Sometimes you get a notion in your head, and you know intuitively it’s a good one, but it’s a bit big and too smart for your current state of being. Well, that’s what Storytrade is. As a name, as a place. As a concept.
It’s hard for me to write about real things. To talk about the things that worry me, or the ideas that hit me, about stories, about politics, about friends and family and life, it’s a foreign thing to me. Like most people, I think: “who cares what I have to say?”
But Joan Didion wrote, on keeping a notebook:
I think we are well advised to keep on nodding terms with the people we used to be, whether we find them attractive company or not. Otherwise they turn up unannounced and surprise us, come hammering on the mind’s door at 4 a.m. of a bad night and demand to know who deserted them, who betrayed them, who is going to make amends. We forget all too soon the things we thought we could never forget. We forget the loves and the betrayals alike, forget what we whispered and what we screamed, forget who we were.

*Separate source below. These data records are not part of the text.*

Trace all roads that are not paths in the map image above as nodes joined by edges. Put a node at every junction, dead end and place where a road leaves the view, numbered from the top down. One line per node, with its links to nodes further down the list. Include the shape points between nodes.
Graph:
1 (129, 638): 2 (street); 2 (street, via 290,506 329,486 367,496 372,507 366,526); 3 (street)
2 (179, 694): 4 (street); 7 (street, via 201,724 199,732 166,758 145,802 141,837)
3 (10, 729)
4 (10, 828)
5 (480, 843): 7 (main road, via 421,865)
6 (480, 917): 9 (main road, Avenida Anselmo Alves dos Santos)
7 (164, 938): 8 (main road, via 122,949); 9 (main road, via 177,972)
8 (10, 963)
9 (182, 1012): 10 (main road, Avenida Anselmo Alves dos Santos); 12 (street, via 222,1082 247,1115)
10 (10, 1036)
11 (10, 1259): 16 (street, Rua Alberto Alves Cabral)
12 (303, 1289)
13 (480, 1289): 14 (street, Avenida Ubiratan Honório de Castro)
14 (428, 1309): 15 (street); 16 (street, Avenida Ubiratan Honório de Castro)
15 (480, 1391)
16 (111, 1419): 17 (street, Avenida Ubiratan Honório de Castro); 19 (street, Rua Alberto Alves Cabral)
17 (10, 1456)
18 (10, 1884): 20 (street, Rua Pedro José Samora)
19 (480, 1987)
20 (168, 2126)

So that’s what this place is. I see everything as a narrative, as interlocking, cross-diverting narratives. Right now mine have to do with historical fencing (see the HEMA and Destreza entries) and interactive narrative, less as an academic examination and more as a philosophical lens layered over vocation. Storytrade is where I mark down the narratives that strike me as important at the time. Maybe they’ll still be important in the weeks or years to come, or maybe not. But if they guidepost who I am, and even more importantly, shed a little light for others along the way, then the time will be well spent.